> **WORK ITEM**
Gather each line in the entries that includes the string "edges".

> **DATA TO EXAMINE**
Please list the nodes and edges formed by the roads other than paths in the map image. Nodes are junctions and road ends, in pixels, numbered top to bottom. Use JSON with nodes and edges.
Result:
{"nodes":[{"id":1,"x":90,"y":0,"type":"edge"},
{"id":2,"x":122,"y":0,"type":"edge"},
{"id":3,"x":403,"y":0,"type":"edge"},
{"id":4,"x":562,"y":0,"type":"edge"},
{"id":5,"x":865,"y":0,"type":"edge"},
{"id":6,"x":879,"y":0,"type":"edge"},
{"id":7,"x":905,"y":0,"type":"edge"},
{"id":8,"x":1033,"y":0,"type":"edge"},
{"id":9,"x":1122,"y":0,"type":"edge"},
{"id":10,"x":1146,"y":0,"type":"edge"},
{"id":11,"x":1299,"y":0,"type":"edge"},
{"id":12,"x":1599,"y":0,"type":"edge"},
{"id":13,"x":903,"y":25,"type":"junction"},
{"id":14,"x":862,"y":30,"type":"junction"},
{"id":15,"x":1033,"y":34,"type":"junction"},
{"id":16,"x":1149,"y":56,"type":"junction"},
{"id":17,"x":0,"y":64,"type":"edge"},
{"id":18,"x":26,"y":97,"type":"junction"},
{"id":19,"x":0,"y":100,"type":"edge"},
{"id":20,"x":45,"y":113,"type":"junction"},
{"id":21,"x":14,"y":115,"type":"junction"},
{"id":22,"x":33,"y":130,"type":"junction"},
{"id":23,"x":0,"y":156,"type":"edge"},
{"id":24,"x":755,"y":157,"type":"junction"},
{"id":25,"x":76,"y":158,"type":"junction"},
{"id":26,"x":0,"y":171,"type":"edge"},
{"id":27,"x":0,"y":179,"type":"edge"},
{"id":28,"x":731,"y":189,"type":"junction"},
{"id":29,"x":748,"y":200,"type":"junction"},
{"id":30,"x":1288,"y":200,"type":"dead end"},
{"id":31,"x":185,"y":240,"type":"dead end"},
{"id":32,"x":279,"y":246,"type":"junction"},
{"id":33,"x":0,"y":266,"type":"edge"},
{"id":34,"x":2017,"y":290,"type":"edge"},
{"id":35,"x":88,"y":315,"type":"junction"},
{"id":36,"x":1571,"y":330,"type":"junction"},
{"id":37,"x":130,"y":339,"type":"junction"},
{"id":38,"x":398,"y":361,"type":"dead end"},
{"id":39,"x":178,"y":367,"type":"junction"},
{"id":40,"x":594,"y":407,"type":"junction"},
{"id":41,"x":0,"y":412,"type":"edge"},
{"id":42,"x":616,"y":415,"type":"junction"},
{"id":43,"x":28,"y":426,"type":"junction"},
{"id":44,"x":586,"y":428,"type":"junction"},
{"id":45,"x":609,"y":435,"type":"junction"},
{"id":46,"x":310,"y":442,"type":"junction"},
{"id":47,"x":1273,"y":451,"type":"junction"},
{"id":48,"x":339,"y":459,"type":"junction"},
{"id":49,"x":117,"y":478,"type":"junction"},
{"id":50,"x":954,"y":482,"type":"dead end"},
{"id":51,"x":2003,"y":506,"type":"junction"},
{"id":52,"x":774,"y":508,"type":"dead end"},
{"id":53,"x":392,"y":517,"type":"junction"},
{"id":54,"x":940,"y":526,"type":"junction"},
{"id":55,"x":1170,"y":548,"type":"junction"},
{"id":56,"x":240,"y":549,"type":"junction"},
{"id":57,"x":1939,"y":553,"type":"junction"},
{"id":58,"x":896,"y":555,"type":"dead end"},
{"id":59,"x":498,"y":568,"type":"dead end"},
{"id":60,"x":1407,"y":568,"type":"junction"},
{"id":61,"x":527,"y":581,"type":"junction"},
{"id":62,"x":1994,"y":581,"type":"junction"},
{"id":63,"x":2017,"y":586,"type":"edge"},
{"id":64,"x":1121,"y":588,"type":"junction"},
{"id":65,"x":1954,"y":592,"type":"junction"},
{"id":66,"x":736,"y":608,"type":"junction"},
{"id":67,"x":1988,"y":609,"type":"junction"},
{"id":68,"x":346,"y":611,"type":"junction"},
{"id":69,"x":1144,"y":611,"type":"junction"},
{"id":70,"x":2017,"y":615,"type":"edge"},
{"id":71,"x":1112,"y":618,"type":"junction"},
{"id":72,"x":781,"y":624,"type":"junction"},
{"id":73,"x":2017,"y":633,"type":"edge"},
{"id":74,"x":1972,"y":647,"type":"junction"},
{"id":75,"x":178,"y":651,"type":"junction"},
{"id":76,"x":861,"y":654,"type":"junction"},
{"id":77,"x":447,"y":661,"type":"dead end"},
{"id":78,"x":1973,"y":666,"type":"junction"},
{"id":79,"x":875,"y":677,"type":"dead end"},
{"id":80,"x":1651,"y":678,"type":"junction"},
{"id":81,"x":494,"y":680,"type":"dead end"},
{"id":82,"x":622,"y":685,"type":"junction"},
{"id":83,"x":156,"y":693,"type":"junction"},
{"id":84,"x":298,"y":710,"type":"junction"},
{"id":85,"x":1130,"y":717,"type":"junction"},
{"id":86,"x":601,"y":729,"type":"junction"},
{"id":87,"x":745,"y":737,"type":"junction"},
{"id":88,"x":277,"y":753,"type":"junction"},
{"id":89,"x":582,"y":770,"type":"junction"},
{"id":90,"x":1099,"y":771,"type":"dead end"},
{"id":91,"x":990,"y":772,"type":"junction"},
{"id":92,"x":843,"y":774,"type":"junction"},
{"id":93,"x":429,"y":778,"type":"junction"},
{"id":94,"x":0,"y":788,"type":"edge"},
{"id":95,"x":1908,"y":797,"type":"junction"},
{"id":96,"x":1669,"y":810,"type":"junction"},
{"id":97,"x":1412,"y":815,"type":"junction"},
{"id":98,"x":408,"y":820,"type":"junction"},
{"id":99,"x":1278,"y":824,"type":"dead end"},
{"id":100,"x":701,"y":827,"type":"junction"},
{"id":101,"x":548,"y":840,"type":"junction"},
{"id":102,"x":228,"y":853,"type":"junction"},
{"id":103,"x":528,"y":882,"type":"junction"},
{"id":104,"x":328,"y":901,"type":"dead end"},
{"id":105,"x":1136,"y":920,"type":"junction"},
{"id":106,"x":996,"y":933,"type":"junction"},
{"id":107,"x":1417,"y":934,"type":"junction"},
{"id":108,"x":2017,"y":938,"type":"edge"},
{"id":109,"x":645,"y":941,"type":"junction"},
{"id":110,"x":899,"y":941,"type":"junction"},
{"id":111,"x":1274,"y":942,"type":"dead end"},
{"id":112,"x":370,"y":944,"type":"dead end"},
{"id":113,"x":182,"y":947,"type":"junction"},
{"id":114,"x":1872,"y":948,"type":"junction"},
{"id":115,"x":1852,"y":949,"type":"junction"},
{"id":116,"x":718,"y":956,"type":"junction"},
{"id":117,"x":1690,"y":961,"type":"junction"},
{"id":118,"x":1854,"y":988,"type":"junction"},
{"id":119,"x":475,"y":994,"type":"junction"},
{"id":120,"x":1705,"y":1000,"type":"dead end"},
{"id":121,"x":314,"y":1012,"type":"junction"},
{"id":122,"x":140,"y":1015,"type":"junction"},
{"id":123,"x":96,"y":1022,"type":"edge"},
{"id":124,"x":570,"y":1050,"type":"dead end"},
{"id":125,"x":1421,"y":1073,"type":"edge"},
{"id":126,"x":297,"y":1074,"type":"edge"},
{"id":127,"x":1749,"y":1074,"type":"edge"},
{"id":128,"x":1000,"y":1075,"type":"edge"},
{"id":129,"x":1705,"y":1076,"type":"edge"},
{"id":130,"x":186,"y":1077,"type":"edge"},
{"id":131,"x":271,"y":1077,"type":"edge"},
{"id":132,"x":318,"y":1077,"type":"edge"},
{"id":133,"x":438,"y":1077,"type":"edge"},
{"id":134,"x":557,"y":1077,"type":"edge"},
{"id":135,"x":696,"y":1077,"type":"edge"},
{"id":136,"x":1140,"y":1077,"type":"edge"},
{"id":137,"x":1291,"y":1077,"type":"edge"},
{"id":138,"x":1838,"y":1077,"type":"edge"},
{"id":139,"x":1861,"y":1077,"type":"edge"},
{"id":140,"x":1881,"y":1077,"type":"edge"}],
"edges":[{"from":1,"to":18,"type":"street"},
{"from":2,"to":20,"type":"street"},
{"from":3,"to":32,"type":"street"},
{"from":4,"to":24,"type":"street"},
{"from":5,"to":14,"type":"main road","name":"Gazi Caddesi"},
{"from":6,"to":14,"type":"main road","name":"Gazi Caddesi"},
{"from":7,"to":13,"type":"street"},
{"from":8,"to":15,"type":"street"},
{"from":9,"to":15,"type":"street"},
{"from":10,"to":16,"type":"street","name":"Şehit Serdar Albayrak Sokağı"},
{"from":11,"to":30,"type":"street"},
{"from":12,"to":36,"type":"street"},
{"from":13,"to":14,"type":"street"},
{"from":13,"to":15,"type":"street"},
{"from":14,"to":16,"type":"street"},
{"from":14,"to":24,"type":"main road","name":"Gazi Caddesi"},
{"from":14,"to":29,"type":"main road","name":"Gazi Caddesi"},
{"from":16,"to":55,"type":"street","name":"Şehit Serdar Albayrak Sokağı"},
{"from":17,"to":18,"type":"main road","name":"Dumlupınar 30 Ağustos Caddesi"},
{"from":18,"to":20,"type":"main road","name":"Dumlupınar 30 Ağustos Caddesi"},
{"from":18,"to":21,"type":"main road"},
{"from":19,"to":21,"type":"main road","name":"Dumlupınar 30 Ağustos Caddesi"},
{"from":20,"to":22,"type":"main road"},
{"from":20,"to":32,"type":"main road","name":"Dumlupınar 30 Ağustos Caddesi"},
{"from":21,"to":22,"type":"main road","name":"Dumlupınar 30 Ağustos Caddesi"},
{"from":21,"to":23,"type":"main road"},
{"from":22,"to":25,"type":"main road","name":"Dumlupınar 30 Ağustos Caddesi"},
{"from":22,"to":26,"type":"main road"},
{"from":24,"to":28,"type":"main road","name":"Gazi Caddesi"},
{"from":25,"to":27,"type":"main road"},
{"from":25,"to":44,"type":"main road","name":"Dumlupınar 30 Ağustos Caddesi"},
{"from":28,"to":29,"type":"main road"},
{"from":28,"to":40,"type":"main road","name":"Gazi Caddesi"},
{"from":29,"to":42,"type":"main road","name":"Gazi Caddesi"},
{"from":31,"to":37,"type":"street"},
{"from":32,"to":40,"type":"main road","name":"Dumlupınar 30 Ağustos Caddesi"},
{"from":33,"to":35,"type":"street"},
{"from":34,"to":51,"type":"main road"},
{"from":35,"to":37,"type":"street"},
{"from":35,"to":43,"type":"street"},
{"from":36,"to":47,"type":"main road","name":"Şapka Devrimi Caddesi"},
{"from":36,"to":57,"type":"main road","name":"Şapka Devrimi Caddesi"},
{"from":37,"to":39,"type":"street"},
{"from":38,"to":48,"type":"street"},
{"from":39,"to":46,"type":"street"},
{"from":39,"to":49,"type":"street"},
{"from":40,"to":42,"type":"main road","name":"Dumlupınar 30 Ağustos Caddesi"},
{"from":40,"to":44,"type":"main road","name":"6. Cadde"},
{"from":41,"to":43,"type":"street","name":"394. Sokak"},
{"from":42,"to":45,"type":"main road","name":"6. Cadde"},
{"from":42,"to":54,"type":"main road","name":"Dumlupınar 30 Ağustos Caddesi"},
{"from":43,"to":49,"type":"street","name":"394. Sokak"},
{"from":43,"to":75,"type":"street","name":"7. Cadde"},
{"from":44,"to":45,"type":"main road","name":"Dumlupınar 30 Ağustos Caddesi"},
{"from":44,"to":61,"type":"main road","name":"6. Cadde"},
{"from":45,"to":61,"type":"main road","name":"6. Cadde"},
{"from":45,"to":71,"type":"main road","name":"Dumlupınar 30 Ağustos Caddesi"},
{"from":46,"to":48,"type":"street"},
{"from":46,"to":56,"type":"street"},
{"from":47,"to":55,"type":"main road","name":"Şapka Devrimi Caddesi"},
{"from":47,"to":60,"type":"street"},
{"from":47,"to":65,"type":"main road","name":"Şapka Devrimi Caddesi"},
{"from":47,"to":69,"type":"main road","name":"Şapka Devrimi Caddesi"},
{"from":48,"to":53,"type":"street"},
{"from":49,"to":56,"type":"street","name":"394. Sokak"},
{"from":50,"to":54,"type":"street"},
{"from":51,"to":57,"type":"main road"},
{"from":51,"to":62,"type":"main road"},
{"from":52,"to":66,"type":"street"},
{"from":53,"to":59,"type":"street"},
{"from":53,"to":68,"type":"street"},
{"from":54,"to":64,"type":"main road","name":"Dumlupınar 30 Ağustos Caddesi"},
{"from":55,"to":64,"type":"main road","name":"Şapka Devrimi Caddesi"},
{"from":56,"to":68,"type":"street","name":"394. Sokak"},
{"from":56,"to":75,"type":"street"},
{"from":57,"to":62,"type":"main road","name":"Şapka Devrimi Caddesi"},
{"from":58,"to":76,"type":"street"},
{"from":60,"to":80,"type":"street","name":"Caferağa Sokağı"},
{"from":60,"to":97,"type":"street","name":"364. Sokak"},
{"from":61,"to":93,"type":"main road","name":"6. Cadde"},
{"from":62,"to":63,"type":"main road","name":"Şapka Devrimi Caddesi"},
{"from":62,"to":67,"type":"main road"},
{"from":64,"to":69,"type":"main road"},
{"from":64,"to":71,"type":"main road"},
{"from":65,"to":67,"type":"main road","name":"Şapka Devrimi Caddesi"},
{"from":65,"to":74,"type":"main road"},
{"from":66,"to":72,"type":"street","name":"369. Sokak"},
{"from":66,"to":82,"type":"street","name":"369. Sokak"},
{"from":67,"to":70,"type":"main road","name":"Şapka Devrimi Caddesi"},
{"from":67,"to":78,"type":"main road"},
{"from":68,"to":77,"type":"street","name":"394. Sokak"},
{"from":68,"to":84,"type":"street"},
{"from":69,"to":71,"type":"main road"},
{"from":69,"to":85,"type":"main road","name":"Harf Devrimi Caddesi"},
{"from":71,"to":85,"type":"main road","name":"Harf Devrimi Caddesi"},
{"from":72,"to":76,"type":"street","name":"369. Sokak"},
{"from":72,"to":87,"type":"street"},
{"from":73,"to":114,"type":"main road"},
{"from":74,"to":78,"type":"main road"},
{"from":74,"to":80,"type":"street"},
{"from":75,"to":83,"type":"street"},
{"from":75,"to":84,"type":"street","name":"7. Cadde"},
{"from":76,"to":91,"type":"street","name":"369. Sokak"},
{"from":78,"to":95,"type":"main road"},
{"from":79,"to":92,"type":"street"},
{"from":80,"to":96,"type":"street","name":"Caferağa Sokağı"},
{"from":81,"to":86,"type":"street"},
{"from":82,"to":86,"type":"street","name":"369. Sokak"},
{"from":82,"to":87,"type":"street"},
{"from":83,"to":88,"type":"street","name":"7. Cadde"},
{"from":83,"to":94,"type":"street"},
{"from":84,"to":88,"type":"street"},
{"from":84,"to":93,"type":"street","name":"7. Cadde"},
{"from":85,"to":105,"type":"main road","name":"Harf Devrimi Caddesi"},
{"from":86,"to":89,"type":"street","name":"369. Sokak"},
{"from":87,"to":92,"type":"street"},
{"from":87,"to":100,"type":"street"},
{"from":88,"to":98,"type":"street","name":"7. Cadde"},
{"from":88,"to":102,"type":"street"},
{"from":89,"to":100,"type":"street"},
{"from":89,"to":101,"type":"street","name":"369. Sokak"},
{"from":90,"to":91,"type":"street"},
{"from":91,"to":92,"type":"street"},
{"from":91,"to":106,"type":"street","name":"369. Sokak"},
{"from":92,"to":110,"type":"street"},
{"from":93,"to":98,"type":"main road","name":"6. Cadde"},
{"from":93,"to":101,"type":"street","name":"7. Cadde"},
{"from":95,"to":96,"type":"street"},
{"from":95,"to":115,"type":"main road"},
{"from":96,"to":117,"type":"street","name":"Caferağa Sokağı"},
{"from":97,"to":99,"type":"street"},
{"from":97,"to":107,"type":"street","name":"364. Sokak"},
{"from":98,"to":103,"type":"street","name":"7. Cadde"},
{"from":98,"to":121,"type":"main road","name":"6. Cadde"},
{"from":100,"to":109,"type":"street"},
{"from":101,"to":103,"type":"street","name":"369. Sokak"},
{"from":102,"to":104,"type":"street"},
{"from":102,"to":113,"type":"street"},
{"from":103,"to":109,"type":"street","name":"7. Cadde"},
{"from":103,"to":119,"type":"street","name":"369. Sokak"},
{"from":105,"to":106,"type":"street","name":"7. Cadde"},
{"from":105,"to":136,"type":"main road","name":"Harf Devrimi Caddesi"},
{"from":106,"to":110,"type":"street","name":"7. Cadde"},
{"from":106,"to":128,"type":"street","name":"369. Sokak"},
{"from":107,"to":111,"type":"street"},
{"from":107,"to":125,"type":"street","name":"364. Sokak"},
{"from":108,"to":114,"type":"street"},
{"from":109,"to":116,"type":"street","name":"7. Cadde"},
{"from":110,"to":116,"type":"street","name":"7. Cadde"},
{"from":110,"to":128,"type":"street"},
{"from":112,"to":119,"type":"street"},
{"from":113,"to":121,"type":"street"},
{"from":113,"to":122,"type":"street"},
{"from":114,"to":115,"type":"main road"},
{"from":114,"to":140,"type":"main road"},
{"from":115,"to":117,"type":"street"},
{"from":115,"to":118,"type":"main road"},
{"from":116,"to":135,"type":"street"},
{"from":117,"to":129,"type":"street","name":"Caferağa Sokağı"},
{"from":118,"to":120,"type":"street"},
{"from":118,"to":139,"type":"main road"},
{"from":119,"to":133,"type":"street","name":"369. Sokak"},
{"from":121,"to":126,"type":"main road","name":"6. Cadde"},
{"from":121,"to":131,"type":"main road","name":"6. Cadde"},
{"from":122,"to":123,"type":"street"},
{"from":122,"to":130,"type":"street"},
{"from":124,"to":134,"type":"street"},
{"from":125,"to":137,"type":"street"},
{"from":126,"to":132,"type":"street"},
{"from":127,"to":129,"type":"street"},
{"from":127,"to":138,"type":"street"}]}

> **TASK ANSWER**
Please list the nodes and edges formed by the roads other than paths in the map image. Nodes are junctions and road ends, in pixels, numbered top to bottom. Use JSON with nodes and edges.
"edges":[{"from":1,"to":18,"type":"street"},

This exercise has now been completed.